Mi conversión al socialismo

A pesar de concluir con un muy oportuno homenaje al inventor de la Ínsula Barataria, la alocución de investidura de Zapatero me recordó a Chesterton y no, como sería de prever, al padre de Sancho Panza. En concreto, me sorprendí a mí mismo rememorando la descripción de la escena que empujo a aquel inglés victoriano a abrazar el catolicismo. Todavía no había trascendido la nueva de que la gobernación de la octava potencia económica del mundo va a depender de un sanedrín formado por don José Blanco, Rubalcaba y la magistrado del cuarto turno Fernández de La Vega.

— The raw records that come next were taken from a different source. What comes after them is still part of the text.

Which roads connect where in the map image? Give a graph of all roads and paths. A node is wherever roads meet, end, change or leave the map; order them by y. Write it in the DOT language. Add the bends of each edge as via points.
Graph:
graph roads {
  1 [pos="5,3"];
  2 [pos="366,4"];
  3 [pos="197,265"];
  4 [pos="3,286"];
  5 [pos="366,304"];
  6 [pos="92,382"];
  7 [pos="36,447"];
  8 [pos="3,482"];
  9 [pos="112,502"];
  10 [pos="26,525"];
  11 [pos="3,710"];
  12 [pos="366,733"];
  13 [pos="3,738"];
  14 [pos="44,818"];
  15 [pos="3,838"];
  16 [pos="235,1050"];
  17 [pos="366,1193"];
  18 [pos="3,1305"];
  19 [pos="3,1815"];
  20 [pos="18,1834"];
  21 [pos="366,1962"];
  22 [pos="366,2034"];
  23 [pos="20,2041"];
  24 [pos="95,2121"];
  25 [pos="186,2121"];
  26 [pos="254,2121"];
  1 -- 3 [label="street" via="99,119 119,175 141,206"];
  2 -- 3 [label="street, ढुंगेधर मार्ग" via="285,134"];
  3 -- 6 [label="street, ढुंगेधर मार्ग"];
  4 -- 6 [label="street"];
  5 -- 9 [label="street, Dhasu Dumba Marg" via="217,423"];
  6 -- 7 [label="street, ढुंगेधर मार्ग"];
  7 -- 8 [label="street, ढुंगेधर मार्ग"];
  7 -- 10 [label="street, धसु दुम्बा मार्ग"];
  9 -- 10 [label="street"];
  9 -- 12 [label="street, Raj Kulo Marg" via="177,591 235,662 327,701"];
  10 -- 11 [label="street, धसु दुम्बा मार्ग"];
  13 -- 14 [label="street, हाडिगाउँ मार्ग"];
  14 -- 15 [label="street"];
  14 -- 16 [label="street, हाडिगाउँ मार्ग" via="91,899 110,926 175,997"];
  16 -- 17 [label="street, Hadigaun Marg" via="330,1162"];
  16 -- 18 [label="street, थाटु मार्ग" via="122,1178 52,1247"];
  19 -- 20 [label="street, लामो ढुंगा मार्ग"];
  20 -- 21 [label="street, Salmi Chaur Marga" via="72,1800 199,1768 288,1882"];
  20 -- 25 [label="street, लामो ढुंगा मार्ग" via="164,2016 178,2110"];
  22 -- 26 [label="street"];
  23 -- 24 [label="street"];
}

Por tanto, nada tuvo que ver ese acontecimiento con el origen del recuerdo que asaltaba mi atención mientras hablaba el candidato.
 
Es sabido que el autor de El hombre que fue jueves trastocaría sus creencias desde el día que, por casualidad, se tropezó con una iglesia católica mientras paseaba por un suburbio marginal de Londres. Según cuenta el escritor, la arquitectura de aquel templo era particularmente fea. Los feligreses habituales, torvos, sombríos y de aspecto zafio. El predicador, un simple que demostraría durante la plegaria un desconocimiento alarmante de los rudimentos de las Escrituras; y sus monaguillos, personajes que invitaban a salir de allí corriendo con solo intuir la sombra de su mirada. Pues bien, tras contemplar la escena, aquel londinense decidió abrazar inmediatamente la fe de Roma. Si una confesión que se presentaba de modo tan penoso ante el mundo había logrado seguir existiendo tras casi dos milenios, su doctrina necesariamente debía ser la verdadera. De ese modo razonó él y de ese modo lo recordaba yo.
 
Sin duda, la inquietud ante el riesgo evidente de que el talante del ya presidente termine empujándolo a incorporarse a los Hare Crishna cualquier día de estos debió influir en esa inesperada evocación, digamos, espiritual. Pero había algo más, y no tardaría en comprobarlo. Era una premonición. Así, mientras escuchaba a ZP desglosar ante la Cámara el índice del crédito Civismo en clase y urbanidad del primer curso de la E.S.O., convertido ahora en su programa de Gobierno, súbitamente, vi la luz. Ocurrió cuando el todavía candidato repetía por activa y por pasiva que nunca se meterá el dedo en la nariz mientras dure la Legislatura. En ese momento, igual que Chesterton, comprendí el gran error que había sido mi vida hasta entonces. De repente, una dulce paz interior serenó mi espíritu y todo alrededor empezó a brillar con una intensidad indescriptible, bellísima. En aquel instante lo supe: me había convertido al socialismo.
 
Repentinamente me fue dada la gracia de comprender que el progreso material de los países es un proceso automático; algo consustancial al destino de la humanidad y que ocurre de modo inexorable, con independencia y al margen de cuál sea el talento o el pensamiento económico y político de los gobernantes. Una maravillosa revelación que elevó mi comprensión de la realidad a la clarividencia que comparten el presidente y sus socios Llamazares y Puigcercós. Por eso vivo sin vivir en mí. Y es que cuando iba a llamar al compañero Montilla para ver qué hay de lo mío en Industria y Nuevas Tecnologías, me sale Solbes y blasfema: “Yo soy más liberal que Rodrigo Rato”. Fue un mazazo. Comprenderá ahora el lector por qué muero porque no muero.